Which is so wonderfully different. Watching the Cyclones, I don’t live or die on every pitch. I clap for solid hits or nice plays, try not to groan at misplays (Emily and I used to remind each other that “anything can happen in the New York-Penn League,” and the same is the case in the South Atlantic League), and I smile at seeing only two umps and managers coaching third. I lose track of who’s at the plate, forget the score, and it’s fine. I’m free to simply enjoy the sounds and rhythms of baseball.
By the middle innings the sun had gone down, taking even more edge off the heat, and the neon rings that adorn the light poles at Maimonides Park had started to glow. Beyond the right field corner, the Parachute Jump coruscated merrily, its own vertical light show. I got a cup of ice cream (with sprinkles, of course), secured a 2025 Cyclones baseball card set, and watched the Cyclones and the Jersey Shore Blueclaws do battle.

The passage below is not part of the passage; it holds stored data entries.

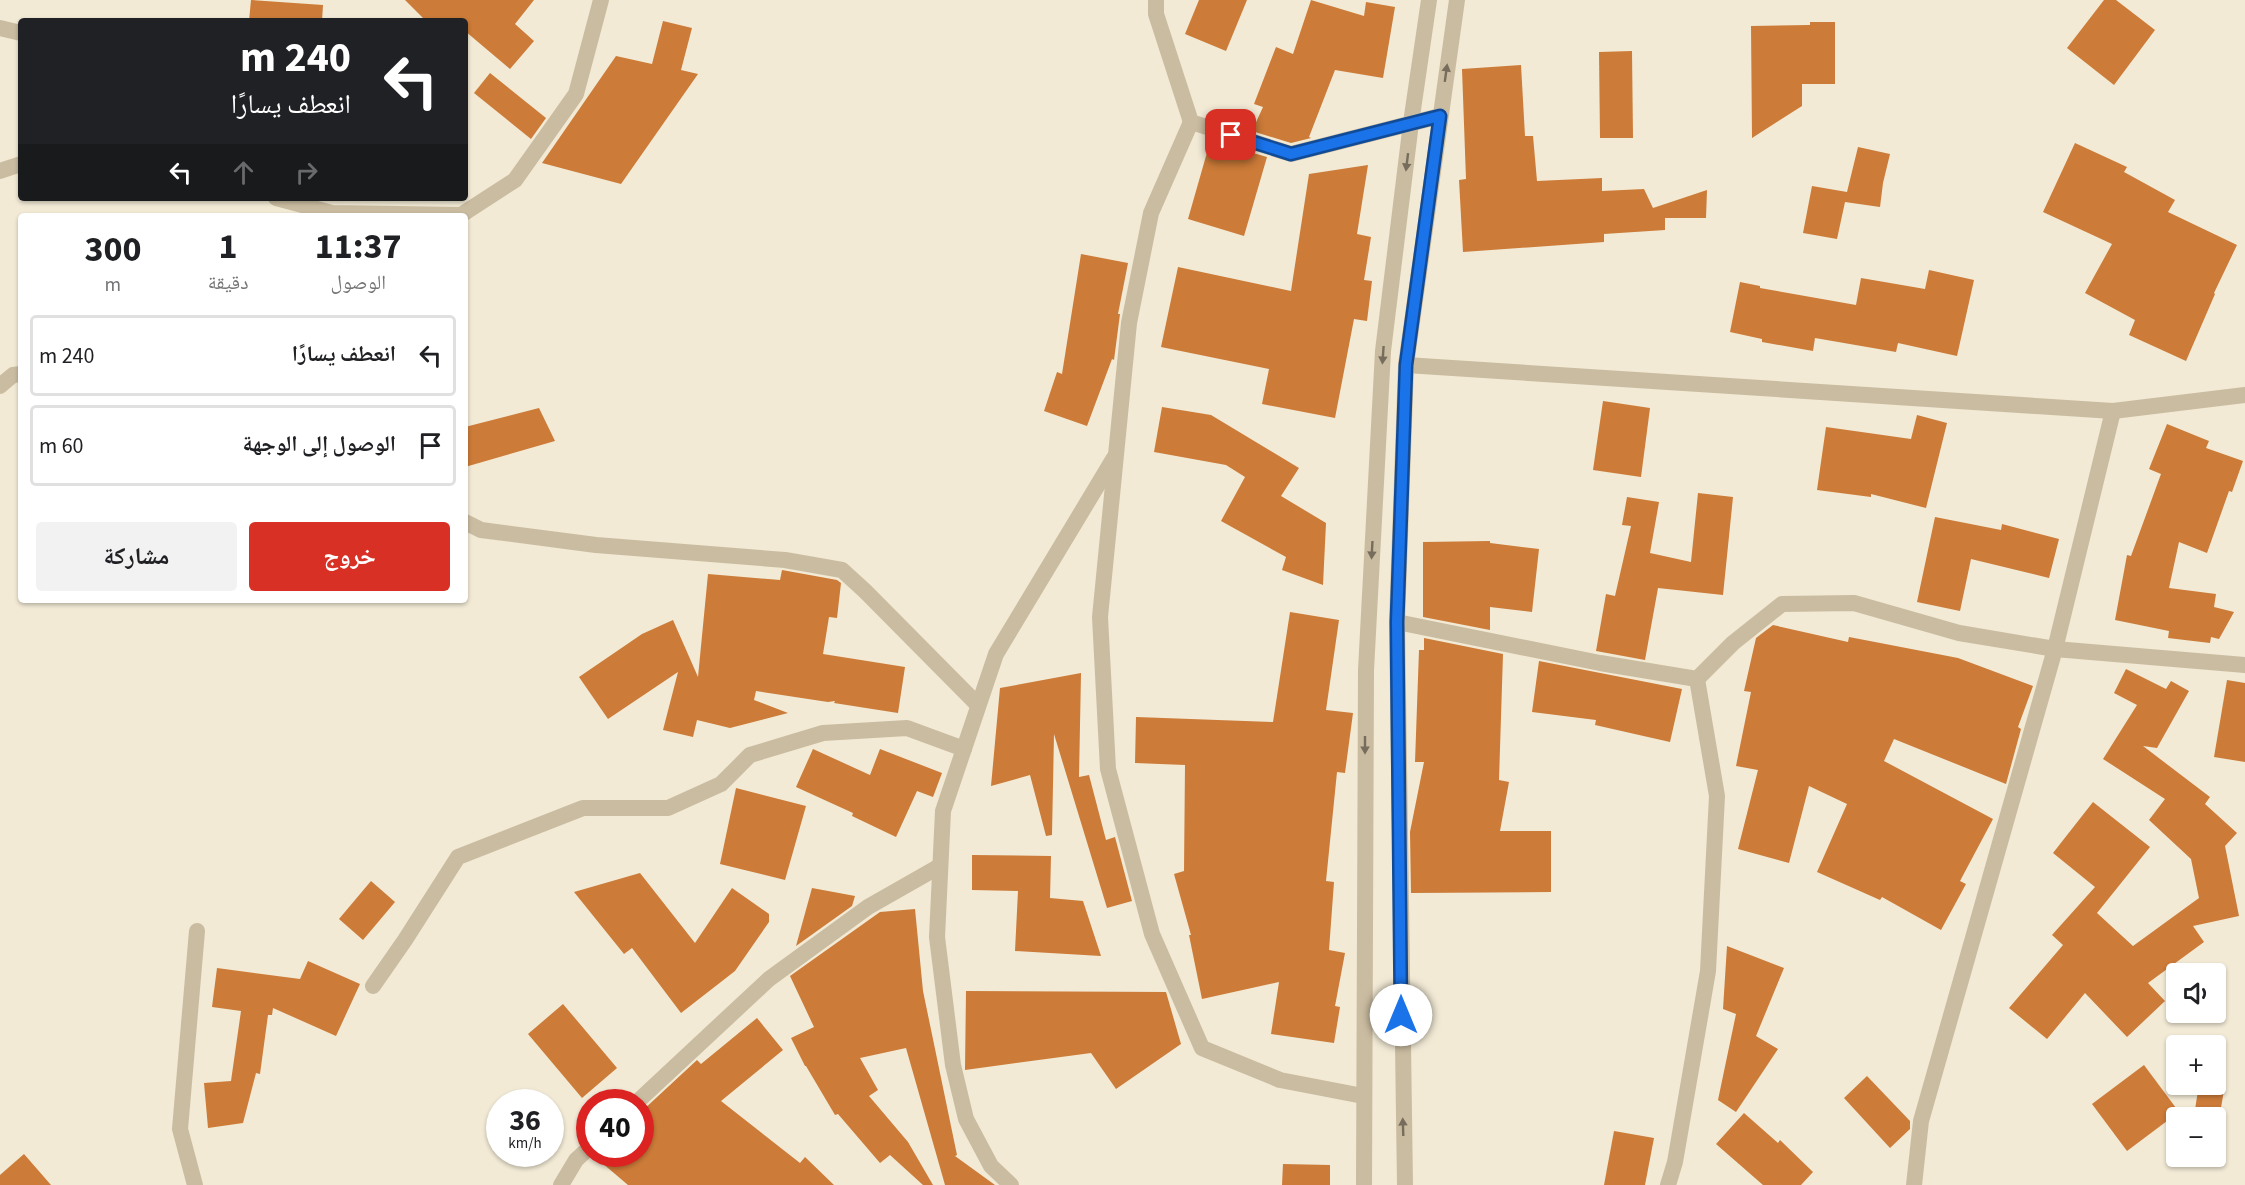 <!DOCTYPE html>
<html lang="ar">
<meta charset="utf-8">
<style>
body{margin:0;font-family:"Source Sans 3","Noto Naskh Arabic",sans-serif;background:#f2f2f2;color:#202124;direction:rtl;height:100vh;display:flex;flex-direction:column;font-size:22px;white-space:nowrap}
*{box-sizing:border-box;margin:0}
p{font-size:20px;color:#757577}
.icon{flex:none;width:33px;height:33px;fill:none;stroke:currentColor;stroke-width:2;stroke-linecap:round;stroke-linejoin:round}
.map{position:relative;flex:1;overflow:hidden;direction:ltr}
.sheet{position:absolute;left:18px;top:213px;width:450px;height:390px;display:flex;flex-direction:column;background:#fff;border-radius:6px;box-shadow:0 2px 4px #0004;direction:rtl}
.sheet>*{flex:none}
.guide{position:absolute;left:18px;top:18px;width:450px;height:183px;border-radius:6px;box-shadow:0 2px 4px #0004;direction:rtl;background:#202124;color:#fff;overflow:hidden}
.tools{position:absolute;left:2166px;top:963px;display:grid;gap:12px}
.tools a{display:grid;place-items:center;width:60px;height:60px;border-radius:6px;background:#fff;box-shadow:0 2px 4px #0004;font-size:30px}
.speed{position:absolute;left:486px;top:1089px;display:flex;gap:12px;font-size:30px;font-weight:700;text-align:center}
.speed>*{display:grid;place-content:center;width:78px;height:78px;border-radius:50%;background:#fff;box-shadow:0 2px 4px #0004;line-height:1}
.speed small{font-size:15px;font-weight:400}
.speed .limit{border:9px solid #d22;background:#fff;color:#111}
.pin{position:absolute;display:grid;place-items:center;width:51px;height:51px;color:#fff;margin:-26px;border-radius:12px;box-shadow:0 3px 9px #0006}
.me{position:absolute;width:66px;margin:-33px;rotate:0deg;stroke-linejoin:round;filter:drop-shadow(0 0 4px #0008)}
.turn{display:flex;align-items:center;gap:21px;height:126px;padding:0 18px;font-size:27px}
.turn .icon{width:78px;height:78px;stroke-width:2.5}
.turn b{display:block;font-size:42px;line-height:51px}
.lanes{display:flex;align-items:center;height:57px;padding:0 18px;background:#0003;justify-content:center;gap:30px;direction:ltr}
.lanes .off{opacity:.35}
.eta{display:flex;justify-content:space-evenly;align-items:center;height:102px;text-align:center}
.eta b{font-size:36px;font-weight:700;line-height:42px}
.cta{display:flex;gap:12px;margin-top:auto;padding:12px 18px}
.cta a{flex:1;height:69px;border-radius:6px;background:#d93025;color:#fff;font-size:24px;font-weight:700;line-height:69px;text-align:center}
.cta a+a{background:#f2f2f2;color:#202124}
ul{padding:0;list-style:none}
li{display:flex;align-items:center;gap:18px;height:81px;margin:0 12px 9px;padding:0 6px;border:3px solid #e0e0e0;border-radius:6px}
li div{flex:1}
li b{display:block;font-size:22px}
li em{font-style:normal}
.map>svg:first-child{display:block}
.building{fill:#cc7b38}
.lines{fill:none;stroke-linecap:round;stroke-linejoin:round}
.minor{stroke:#cabca1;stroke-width:16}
.tertiary{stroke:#cabca1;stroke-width:16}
.oneway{fill:#776d5c}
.route-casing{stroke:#114b97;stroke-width:15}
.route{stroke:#1a73e8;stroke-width:10}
</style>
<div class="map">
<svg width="2245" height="1185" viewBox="0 0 2245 1185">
<rect width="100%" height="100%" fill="#f2ead5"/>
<g class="building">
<path d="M 251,0 L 323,5 L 322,21 L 249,21 Z"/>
<path d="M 405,0 L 534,0 L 515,24 L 534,41 L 510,69 L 465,31 L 465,21 L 426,21 Z"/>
<path d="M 1199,0 L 1247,0 L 1226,51 L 1185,34 Z"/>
<path d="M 1311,0 L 1364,16 L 1366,2 L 1395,7 L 1383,78 L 1335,70 L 1309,137 L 1311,138 L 1291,143 L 1252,131 L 1263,107 L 1254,104 L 1276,47 L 1293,54 Z"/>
<path d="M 2104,0 L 2116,0 L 2155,30 L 2114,85 L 2067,48 Z"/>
<path d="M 663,21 L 692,28 L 681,70 L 698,74 L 621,184 L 542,163 L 616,56 L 652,64 Z"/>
<path d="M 1810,22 L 1835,22 L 1835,84 L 1802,84 L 1802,106 L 1752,138 L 1751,26 L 1810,25 Z"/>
<path d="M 1632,51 L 1633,138 L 1600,138 L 1599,52 Z"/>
<path d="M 1521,65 L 1525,136 L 1533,136 L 1537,181 L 1602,178 L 1602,191 L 1644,189 L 1653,208 L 1707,190 L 1706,218 L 1665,218 L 1665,230 L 1604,234 L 1604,242 L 1463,252 L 1459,180 L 1466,179 L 1462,69 Z"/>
<path d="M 490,73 L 546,118 L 531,139 L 474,93 Z"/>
<path d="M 2075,143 L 2127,167 L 2124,172 L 2175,200 L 2168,212 L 2237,245 L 2214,293 L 2215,294 L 2186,361 L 2129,335 L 2135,320 L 2085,293 L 2112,244 L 2043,212 Z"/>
<path d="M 1858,147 L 1890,154 L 1883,183 L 1880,207 L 1845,202 L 1837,239 L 1803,233 L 1812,186 L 1847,192 Z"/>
<path d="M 1208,149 L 1240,158 L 1243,150 L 1267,157 L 1244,236 L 1188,219 Z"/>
<path d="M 1368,165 L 1357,234 L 1371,237 L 1364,280 L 1372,281 L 1367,321 L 1354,319 L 1335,418 L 1262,404 L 1269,369 L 1161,347 L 1178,267 L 1291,291 L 1309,174 Z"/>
<path d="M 1081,254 L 1128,263 L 1118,314 L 1120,314 L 1114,360 L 1112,359 L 1087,426 L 1044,411 L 1057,372 L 1062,374 Z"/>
<path d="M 1929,270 L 1974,280 L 1957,356 L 1898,343 L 1896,352 L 1815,338 L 1813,351 L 1762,342 L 1762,339 L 1730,332 L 1740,282 L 1760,286 L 1760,288 L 1856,305 L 1861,278 L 1925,289 Z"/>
<path d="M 1603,401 L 1650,408 L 1641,477 L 1593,470 Z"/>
<path d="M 1162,407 L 1211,415 L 1299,468 L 1281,496 L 1326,523 L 1323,585 L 1282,570 L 1286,557 L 1221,521 L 1245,477 L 1226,465 L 1154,452 Z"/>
<path d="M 539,408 L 555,441 L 465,467 L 465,427 Z"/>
<path d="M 1917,415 L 1947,423 L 1926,508 L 1871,494 L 1871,497 L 1817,490 L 1826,427 L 1911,439 Z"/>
<path d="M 2167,424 L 2209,441 L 2206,448 L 2243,461 L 2232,492 L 2229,491 L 2207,553 L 2179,542 L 2169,588 L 2216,594 L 2214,607 L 2234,612 L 2219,639 L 2211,637 L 2210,643 L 2168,638 L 2169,631 L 2115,620 L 2127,555 L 2131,556 L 2161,474 L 2149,469 Z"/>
<path d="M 1698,493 L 1733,497 L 1723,595 L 1658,588 L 1645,660 L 1596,651 L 1606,594 L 1615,596 L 1631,526 L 1622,525 L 1627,497 L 1659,502 L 1650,553 L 1691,562 Z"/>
<path d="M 1935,517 L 2001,530 L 2002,524 L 2059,539 L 2049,578 L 1971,559 L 1960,611 L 1917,602 Z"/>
<path d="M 1490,541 L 1490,543 L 1539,549 L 1532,612 L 1490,607 L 1490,630 L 1423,617 L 1423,542 Z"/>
<path d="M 782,570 L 837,580 L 841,583 L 837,618 L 829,617 L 823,654 L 905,667 L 898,713 L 834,703 L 835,701 L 828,702 L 756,691 L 754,700 L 788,713 L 730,728 L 697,720 L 693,737 L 663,730 L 678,672 L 608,719 L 579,677 L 642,634 L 673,620 L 698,677 L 708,574 L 780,580 Z"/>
<path d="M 1290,612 L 1339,620 L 1326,710 L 1353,713 L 1345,773 L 1337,772 L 1326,881 L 1334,882 L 1329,950 L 1345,953 L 1335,1006 L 1340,1007 L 1334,1043 L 1271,1034 L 1279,982 L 1202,999 L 1189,935 L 1191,935 L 1174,874 L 1184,871 L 1185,765 L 1135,763 L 1136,717 L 1273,722 Z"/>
<path d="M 1773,625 L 1848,642 L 1849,637 L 1958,658 L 2033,686 L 2018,727 L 2021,729 L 2006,784 L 1894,739 L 1884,761 L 1993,819 L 1960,881 L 1966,884 L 1941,930 L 1882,897 L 1880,900 L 1817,872 L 1847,804 L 1809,786 L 1789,863 L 1738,849 L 1758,770 L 1736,766 L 1751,692 L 1744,691 L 1756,638 Z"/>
<path d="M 1424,638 L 1503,654 L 1499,780 L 1509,782 L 1500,831 L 1551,831 L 1551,892 L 1411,893 L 1410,832 L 1424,762 L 1415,762 L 1419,650 L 1424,650 Z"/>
<path d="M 1539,661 L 1682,689 L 1670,742 L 1595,725 L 1596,720 L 1532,712 Z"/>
<path d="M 2126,669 L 2166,689 L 2171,681 L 2189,691 L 2157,748 L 2143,746 L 2210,797 L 2205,804 L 2237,833 L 2225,846 L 2239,916 L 2193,926 L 2204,942 L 2148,983 L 2165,1001 L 2127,1037 L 2085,993 L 2047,1039 L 2009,1008 L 2063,945 L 2052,935 L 2095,887 L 2053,853 L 2093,802 L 2150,847 L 2097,913 L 2133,946 L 2199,898 L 2191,859 L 2149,820 L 2165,799 L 2103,759 L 2137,705 L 2114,693 Z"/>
<path d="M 1081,673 L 1079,777 L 1089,775 L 1106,840 L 1115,837 L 1132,901 L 1107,908 L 1054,734 L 1052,835 L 1046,836 L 1030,775 L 991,786 L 1000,688 Z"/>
<path d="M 2227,680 L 2245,683 L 2245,762 L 2214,757 Z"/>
<path d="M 813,749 L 870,775 L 880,749 L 942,773 L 933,797 L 917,791 L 896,837 L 852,816 L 853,813 L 796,787 Z"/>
<path d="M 736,788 L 806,806 L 785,880 L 720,864 Z"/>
<path d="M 972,855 L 1051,856 L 1050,898 L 1083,901 L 1101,956 L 1015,951 L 1018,891 L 972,890 Z"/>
<path d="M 640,873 L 695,943 L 732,888 L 769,914 L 769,922 L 735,971 L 681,1013 L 632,948 L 624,954 L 574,892 Z"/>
<path d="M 371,881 L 395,902 L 363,940 L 339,919 Z"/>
<path d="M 812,888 L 855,896 L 852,906 L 796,946 Z"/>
<path d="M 915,909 L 923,991 L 957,1155 L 955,1156 L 995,1185 L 945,1185 L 906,1048 L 860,1058 L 878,1090 L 869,1096 L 908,1142 L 933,1185 L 923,1185 L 890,1155 L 880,1163 L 838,1114 L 835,1115 L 806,1066 L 805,1066 L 791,1038 L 814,1027 L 790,976 L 880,912 Z"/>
<path d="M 1727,946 L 1784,968 L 1756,1036 L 1778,1049 L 1736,1112 L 1718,1100 L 1736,1014 L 1723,1009 Z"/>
<path d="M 308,961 L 360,984 L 336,1036 L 273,1008 L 272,1015 L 268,1015 L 260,1074 L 256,1073 L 243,1123 L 208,1128 L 204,1083 L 231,1081 L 241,1011 L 212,1007 L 217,968 L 300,979 Z"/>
<path d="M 966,991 L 1166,992 L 1181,1044 L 1116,1089 L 1091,1053 L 965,1070 Z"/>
<path d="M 563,1004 L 617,1068 L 582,1098 L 528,1034 Z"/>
<path d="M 757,1018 L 783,1050 L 721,1101 L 800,1163 L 805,1157 L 834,1185 L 628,1185 L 595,1157 L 598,1154 L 640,1154 L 642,1111 L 697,1060 L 701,1064 Z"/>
<path d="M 2144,1065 L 2179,1112 L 2127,1151 L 2092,1104 Z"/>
<path d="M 1867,1076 L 1910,1121 L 1910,1129 L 1890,1148 L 1844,1098 Z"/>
<path d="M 2199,1084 L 2225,1084 L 2219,1120 L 2216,1118 L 2194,1116 Z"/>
<path d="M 1744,1113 L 1778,1143 L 1780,1140 L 1813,1172 L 1801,1185 L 1763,1185 L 1716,1144 Z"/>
<path d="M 1614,1131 L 1654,1138 L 1645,1185 L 1604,1185 Z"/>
<path d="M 24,1154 L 51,1185 L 0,1185 L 0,1175 Z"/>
<path d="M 1283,1164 L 1330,1165 L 1330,1185 L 1282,1185 Z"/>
</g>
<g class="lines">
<g class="minor">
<path d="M 1156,0 L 1156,14 L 1191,122 L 1291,154 L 1440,116"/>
<path d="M 1191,122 L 1151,213 L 1129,323 L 1100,617 L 1108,769 L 1152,934 L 1202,1048 L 1280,1080 L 1363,1096"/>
<path d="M 276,198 L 332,213 L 461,215 L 515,180 L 576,94 L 601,0"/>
<path d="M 1406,365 L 2113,411 L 2245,395"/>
<path d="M 0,386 L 13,375 L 21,374"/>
<path d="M 465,522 L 481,530 L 596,545 L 785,560 L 842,570 L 865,591 L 978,705"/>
<path d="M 1397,622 L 1600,663 L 1697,679 L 1733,643 L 1782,604 L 1854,603 L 1959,633 L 2055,649 L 2245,665"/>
<path d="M 373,986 L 405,940 L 458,857 L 583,808 L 668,808 L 721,784 L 750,755 L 823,733 L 907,728 L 964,749"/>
<path d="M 637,1102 L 769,979 L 868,907 L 940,866"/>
<path d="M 195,1185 L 180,1129 L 197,931"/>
<path d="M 561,1185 L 576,1160 L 590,1147"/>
<path d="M 1011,1185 L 991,1166 L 966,1119 L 953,1065 L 937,937 L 943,811 L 996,654 L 1114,458"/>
<path d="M 1668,1185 L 1675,1162 L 1708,971 L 1717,796 L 1697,679"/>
<path d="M 1914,1185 L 1921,1121 L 2055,649 L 2113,411"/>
</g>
<g class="tertiary">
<path d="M 0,28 L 21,33"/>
<path d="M 0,171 L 21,164"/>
<path d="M 1364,1185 L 1366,670 L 1383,351 L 1411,123 L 1429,0"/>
<path d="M 1405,1185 L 1397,622 L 1406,365 L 1457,0"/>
</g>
</g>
<defs><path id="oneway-solid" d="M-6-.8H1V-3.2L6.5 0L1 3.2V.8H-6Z" transform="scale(1.5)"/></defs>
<g class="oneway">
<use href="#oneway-solid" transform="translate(1446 73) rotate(-82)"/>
<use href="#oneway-solid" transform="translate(1407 162) rotate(97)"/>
<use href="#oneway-solid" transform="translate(1383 355) rotate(94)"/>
<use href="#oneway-solid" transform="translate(1372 550) rotate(93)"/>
<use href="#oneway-solid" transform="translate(1365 745) rotate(90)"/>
<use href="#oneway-solid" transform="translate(1403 1127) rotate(-92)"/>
</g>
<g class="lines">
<defs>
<path id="route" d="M 1231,135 L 1291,154 L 1440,116 L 1406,365 L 1397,622 L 1401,1015"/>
</defs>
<use href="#route" class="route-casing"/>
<use href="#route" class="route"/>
</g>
</svg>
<div class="tools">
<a><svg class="icon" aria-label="sound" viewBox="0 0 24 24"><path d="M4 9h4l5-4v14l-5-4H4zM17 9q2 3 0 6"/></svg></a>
<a>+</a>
<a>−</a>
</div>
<div class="speed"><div>36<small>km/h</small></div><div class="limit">40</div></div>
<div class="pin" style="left:1231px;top:135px;background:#d93025"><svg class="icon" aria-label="arrive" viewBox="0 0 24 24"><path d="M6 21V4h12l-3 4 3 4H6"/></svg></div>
<svg class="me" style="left:1401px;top:1015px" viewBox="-20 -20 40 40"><circle r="19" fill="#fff"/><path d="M0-13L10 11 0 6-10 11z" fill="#1a73e8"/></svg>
<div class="guide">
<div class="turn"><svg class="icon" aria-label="left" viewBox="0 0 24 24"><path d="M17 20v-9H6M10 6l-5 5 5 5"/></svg><div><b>240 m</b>انعطف يسارًا</div></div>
<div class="lanes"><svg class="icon" aria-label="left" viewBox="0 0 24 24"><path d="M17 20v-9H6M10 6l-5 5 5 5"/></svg><svg class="icon off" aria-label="ahead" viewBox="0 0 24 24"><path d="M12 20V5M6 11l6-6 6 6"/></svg><svg class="icon off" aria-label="right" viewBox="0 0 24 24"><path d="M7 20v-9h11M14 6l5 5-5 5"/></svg></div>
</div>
<section class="sheet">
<div class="eta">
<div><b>11:37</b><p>الوصول</p></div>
<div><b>1</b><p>دقيقة</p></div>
<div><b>300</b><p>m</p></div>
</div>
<ul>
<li><svg class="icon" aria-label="left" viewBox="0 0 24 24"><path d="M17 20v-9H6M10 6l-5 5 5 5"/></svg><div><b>انعطف يسارًا</b></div><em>240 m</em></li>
<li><svg class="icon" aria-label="arrive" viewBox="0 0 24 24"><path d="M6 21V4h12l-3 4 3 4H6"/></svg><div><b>الوصول إلى الوجهة</b></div><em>60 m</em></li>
</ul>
<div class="cta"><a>خروج</a><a>مشاركة</a></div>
</section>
</div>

Said battle didn’t go particularly well for the Cyclones, who fell behind, tied it but then fell behind again. (Unfortunately Brendan Girton, who’s had a nice year as a starter, came out of the game in the second with an apparent injury.) I didn’t see them lose [1], because by the eighth I’d had my fill and I knew the Mets and Padres were soon to commence hostilities.
So in the eighth inning I left the Cyclones to it — something I’ve almost never done at Citi Field, but which isn’t a sin in A-ball. Life got in the way earlier this summer, but the Cyclones were waiting once I was able to rearrange things, and I was happy to discover how much I’d missed them.
As for the actual Mets and whatever happened in San Diego … oh, let’s not ruin a nice night [2].